#### Directions for this task:
Reproduce the listing below word for word, with no pictures.

#### Exercise materials:
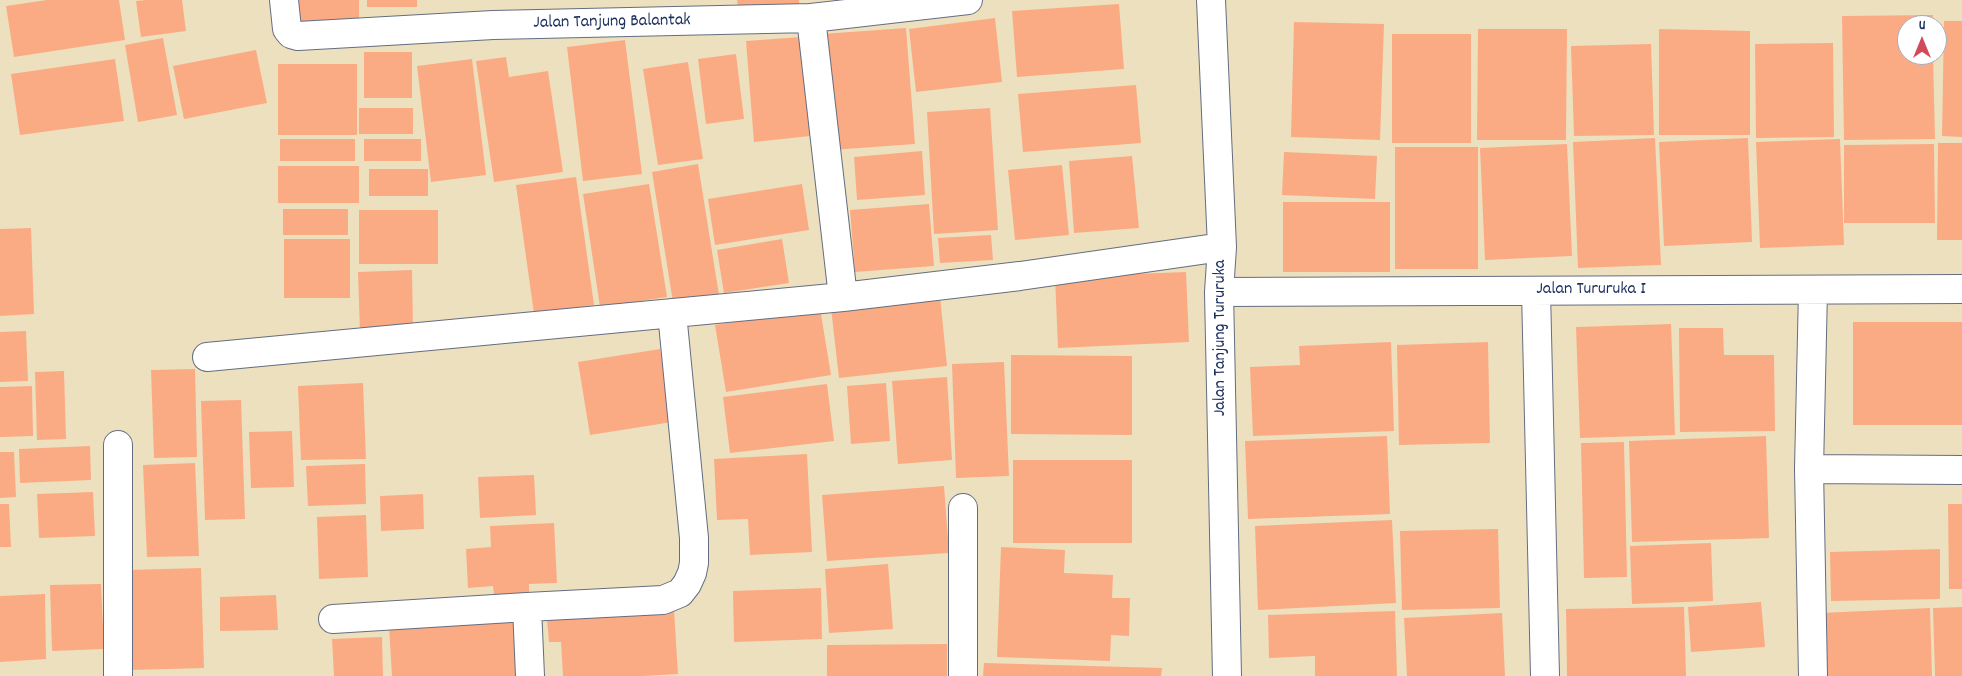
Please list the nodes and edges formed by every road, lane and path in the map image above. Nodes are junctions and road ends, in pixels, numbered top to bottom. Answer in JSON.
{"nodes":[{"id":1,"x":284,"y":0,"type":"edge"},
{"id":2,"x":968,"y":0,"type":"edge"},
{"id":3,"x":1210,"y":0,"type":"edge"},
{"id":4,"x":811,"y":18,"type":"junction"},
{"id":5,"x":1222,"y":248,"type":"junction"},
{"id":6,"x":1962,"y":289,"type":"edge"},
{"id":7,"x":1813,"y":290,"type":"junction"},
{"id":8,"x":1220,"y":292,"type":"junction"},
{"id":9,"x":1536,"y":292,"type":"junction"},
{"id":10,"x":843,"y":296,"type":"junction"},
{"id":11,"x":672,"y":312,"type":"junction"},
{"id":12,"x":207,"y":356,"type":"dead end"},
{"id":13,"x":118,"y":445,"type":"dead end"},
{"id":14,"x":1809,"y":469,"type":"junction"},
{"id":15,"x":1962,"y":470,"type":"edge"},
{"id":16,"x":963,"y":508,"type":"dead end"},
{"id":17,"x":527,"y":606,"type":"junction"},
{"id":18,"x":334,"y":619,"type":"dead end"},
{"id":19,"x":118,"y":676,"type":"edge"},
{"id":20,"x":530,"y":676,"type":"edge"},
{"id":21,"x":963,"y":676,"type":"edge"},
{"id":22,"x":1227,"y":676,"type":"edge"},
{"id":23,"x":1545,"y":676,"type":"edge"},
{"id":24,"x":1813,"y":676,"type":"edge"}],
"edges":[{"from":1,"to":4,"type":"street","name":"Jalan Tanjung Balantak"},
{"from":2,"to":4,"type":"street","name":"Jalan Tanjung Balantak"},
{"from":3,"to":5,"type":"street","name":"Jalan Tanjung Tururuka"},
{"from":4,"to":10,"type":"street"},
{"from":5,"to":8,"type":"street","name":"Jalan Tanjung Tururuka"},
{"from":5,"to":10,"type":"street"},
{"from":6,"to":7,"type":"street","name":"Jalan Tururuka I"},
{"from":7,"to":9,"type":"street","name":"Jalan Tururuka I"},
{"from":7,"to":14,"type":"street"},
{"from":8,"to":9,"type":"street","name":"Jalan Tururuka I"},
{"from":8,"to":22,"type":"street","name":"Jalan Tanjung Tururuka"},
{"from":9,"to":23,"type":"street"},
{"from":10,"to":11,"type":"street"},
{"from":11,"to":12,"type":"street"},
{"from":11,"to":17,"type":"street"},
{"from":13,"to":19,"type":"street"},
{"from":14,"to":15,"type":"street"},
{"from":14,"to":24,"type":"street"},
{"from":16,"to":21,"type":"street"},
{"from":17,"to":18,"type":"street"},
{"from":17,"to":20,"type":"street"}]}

#### Answer:
Please list the nodes and edges formed by every road, lane and path in the map image above. Nodes are junctions and road ends, in pixels, numbered top to bottom. Answer in JSON.
{"nodes":[{"id":1,"x":284,"y":0,"type":"edge"},
{"id":2,"x":968,"y":0,"type":"edge"},
{"id":3,"x":1210,"y":0,"type":"edge"},
{"id":4,"x":811,"y":18,"type":"junction"},
{"id":5,"x":1222,"y":248,"type":"junction"},
{"id":6,"x":1962,"y":289,"type":"edge"},
{"id":7,"x":1813,"y":290,"type":"junction"},
{"id":8,"x":1220,"y":292,"type":"junction"},
{"id":9,"x":1536,"y":292,"type":"junction"},
{"id":10,"x":843,"y":296,"type":"junction"},
{"id":11,"x":672,"y":312,"type":"junction"},
{"id":12,"x":207,"y":356,"type":"dead end"},
{"id":13,"x":118,"y":445,"type":"dead end"},
{"id":14,"x":1809,"y":469,"type":"junction"},
{"id":15,"x":1962,"y":470,"type":"edge"},
{"id":16,"x":963,"y":508,"type":"dead end"},
{"id":17,"x":527,"y":606,"type":"junction"},
{"id":18,"x":334,"y":619,"type":"dead end"},
{"id":19,"x":118,"y":676,"type":"edge"},
{"id":20,"x":530,"y":676,"type":"edge"},
{"id":21,"x":963,"y":676,"type":"edge"},
{"id":22,"x":1227,"y":676,"type":"edge"},
{"id":23,"x":1545,"y":676,"type":"edge"},
{"id":24,"x":1813,"y":676,"type":"edge"}],
"edges":[{"from":1,"to":4,"type":"street","name":"Jalan Tanjung Balantak"},
{"from":2,"to":4,"type":"street","name":"Jalan Tanjung Balantak"},
{"from":3,"to":5,"type":"street","name":"Jalan Tanjung Tururuka"},
{"from":4,"to":10,"type":"street"},
{"from":5,"to":8,"type":"street","name":"Jalan Tanjung Tururuka"},
{"from":5,"to":10,"type":"street"},
{"from":6,"to":7,"type":"street","name":"Jalan Tururuka I"},
{"from":7,"to":9,"type":"street","name":"Jalan Tururuka I"},
{"from":7,"to":14,"type":"street"},
{"from":8,"to":9,"type":"street","name":"Jalan Tururuka I"},
{"from":8,"to":22,"type":"street","name":"Jalan Tanjung Tururuka"},
{"from":9,"to":23,"type":"street"},
{"from":10,"to":11,"type":"street"},
{"from":11,"to":12,"type":"street"},
{"from":11,"to":17,"type":"street"},
{"from":13,"to":19,"type":"street"},
{"from":14,"to":15,"type":"street"},
{"from":14,"to":24,"type":"street"},
{"from":16,"to":21,"type":"street"},
{"from":17,"to":18,"type":"street"},
{"from":17,"to":20,"type":"street"}]}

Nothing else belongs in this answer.